When you click the beta weighting button and input SPY as the underlying, it will modify the +25 AAPL delta to, say +30 SPY deltas. And it will change the +30 MSFT to deltas to maybe +20 SPY deltas. With both positions stated in like terms, you can now add them to identify that your net exposure is +50 SPY deltas.

That means your portfolio is the equivalent of 50 shares of SPY. For every $1 increase in the SPY your portfolio will rise $50, and for every $1 decrease in SPY your portfolio will fall $50.

Here’s a screenshot of a sample portfolio that contains seven different options positions. Note the Beta Weighted SPY deltas is 179.

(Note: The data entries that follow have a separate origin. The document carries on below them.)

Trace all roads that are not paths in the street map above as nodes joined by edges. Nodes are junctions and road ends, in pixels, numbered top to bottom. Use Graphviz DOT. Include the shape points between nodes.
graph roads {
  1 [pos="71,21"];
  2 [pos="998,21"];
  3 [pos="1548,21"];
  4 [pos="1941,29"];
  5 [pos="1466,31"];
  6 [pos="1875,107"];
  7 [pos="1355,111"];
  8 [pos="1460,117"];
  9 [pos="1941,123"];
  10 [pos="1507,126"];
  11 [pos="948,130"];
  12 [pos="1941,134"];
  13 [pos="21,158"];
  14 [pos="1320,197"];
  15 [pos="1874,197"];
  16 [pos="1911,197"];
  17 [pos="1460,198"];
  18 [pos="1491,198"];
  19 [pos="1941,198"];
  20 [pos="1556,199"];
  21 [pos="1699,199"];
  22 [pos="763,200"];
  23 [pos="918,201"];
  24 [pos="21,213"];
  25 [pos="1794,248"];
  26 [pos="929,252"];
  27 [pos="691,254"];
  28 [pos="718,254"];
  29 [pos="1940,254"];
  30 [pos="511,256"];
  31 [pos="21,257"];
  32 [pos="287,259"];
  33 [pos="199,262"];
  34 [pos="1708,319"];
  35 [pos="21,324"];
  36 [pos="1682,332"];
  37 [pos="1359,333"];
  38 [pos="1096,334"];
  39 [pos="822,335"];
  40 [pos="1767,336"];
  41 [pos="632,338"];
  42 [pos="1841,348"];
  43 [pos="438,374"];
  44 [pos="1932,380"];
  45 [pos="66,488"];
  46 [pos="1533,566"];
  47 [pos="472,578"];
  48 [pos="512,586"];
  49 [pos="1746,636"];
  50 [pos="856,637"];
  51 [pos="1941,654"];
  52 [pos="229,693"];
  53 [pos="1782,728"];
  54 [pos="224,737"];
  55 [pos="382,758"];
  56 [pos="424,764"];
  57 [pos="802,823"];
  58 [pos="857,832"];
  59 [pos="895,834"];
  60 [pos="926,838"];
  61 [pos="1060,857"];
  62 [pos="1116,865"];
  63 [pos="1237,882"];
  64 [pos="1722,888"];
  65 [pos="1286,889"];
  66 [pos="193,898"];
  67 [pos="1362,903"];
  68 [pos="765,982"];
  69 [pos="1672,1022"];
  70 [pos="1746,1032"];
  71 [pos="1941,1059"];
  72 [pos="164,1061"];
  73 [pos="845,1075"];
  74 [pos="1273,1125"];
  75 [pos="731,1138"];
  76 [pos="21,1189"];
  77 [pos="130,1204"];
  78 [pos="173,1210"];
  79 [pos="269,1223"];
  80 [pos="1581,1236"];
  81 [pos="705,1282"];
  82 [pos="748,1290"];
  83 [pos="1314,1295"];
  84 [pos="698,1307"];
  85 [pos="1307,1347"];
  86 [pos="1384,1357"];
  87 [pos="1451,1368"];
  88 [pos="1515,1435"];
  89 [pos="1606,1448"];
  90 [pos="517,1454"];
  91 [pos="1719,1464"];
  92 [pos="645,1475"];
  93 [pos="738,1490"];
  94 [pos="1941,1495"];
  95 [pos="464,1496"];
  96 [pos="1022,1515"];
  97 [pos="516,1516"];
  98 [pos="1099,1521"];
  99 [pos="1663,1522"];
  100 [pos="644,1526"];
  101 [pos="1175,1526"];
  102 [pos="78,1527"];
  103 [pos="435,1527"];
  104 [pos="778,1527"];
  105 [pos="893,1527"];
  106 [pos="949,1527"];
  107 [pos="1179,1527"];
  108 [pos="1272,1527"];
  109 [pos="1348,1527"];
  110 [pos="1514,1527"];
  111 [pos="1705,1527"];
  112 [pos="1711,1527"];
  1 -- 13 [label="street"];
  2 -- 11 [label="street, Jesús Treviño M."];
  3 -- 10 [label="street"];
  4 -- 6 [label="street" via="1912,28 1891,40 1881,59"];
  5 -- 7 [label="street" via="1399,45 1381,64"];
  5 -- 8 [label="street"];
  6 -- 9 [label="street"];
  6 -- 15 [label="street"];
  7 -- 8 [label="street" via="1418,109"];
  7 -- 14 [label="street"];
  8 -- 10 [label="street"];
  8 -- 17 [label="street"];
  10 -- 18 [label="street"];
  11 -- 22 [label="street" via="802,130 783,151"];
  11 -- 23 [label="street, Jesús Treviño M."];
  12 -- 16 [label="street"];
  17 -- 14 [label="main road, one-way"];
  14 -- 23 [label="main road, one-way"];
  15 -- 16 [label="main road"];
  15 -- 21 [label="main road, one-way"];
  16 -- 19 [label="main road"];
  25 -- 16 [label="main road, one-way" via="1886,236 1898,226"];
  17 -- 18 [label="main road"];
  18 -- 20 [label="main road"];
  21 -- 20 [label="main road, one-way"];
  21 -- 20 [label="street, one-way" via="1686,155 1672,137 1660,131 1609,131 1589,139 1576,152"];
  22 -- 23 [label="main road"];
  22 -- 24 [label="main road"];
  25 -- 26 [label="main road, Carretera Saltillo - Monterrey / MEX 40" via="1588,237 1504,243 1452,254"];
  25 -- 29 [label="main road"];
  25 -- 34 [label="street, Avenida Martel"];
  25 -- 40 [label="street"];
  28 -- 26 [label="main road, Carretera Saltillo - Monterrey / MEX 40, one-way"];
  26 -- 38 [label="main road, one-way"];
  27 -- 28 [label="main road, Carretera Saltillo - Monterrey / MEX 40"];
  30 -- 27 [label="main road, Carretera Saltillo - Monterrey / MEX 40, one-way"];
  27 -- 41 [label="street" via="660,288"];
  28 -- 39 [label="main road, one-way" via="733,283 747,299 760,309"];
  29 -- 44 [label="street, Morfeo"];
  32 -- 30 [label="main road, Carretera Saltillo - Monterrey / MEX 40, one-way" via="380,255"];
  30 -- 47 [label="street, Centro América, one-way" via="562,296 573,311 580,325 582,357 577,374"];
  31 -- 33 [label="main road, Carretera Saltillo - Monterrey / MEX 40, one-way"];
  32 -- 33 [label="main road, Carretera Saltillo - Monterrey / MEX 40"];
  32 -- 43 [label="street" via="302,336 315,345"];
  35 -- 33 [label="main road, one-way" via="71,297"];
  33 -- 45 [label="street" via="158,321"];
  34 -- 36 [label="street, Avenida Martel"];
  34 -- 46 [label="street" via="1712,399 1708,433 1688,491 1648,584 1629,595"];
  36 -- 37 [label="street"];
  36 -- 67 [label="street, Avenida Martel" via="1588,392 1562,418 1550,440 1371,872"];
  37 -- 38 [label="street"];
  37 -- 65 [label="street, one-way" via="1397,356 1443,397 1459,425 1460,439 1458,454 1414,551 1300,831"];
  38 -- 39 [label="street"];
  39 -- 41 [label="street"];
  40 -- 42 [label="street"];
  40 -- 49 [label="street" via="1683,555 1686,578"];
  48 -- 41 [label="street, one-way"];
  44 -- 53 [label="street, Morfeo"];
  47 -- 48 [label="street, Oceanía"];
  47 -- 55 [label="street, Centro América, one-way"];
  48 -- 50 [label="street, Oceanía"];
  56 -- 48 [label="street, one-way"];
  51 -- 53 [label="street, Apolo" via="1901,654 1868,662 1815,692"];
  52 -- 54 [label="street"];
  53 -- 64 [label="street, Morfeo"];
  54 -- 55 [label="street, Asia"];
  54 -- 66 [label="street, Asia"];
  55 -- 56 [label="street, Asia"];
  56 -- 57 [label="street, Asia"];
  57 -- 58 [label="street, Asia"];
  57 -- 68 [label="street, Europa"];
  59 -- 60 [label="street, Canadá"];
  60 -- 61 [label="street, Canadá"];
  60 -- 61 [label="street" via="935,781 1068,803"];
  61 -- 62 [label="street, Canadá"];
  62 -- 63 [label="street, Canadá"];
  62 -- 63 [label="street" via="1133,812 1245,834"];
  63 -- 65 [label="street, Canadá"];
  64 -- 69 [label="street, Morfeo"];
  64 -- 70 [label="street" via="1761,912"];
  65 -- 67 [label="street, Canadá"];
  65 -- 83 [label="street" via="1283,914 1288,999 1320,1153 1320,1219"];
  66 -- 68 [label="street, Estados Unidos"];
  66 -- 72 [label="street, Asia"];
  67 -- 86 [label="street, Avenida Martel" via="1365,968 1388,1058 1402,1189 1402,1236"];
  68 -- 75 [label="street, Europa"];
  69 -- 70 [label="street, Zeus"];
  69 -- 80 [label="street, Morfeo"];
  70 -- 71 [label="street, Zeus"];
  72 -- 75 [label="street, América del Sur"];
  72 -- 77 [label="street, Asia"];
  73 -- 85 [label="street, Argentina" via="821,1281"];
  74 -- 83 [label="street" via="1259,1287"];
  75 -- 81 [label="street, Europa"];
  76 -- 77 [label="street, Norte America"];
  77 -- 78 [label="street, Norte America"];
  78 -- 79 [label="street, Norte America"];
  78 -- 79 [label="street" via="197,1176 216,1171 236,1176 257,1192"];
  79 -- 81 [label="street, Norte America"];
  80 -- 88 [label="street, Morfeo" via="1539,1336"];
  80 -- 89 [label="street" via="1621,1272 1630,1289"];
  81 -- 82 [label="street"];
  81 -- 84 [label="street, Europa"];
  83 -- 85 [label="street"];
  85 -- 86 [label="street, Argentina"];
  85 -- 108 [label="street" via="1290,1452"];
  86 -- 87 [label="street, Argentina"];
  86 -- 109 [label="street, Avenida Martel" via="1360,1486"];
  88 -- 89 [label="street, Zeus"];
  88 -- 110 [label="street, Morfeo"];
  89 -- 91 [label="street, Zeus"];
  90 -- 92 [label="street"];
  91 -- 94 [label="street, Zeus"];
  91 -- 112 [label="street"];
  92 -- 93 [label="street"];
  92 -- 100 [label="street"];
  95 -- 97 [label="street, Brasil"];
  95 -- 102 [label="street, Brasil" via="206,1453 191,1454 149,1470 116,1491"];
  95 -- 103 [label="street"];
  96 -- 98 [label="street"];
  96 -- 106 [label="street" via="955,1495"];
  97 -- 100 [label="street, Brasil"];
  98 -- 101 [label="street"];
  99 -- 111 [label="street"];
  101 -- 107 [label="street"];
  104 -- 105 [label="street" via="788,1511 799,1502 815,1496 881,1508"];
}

The next question is to figure out what is an appropriate delta given your portfolio size. Before I dive-in let me preface by saying I’m assuming we’re talking about an active trading account that uses options strategies. If you’re buying shares of stock over time as a passive investor, then your delta will undoubtedly be much higher than what the active trader would be comfortable with. Here’s the thought process I use in figuring out what is an appropriate delta.

First, what is your account size? Suppose it’s $30K

Second, how much would you be okay with the account fluctuating on a typical day? Suppose it’s 2% or $600.

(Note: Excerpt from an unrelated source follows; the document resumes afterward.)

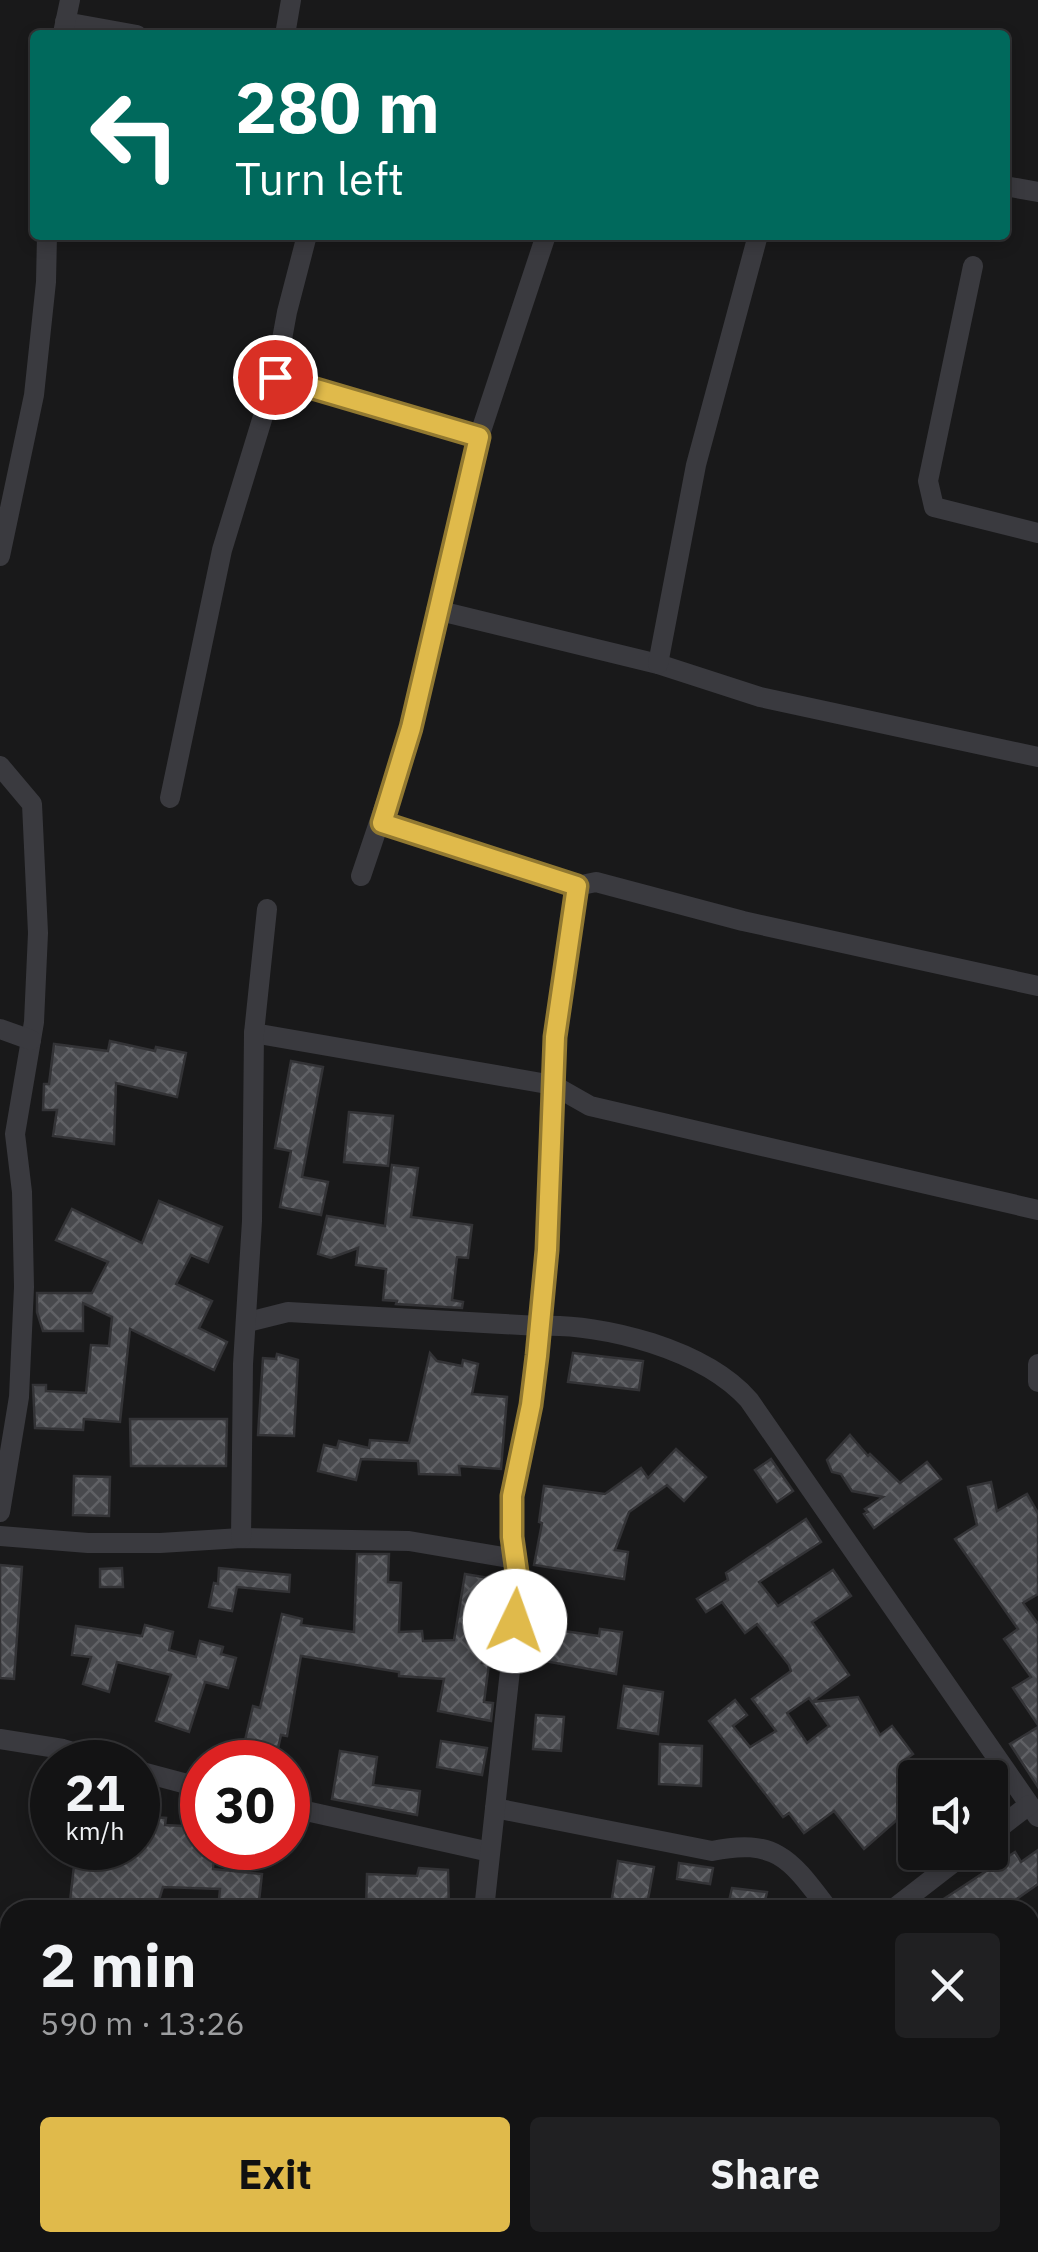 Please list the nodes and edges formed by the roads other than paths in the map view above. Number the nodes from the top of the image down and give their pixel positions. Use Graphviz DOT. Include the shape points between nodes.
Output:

Third, what is the current Average True Range (ATR) of SPY? Right now it’s $3.50. That means the market is moving $3.50 a day on average.

Fourth, divide the ATR into the dollar amount you’re okay with your account fluctuating on a daily basis. ($600/$3.50).

The answer to that formula, 171 in this case, is what I would consider an appropriate delta for the account. So, if I didn’t want to see my $30K account fluctuate much more than $600 on a typical day, then I would keep the delta between +171 (when max bullish) and -171 (when max bearish).

If my delta grew larger than 171, then that would mean adjustments were in order. I would either exit bullish trades or add bearish.

If my delta grew larger than -171, then my portfolio would be too bearish. I would either exit bear trades or add bullish ones.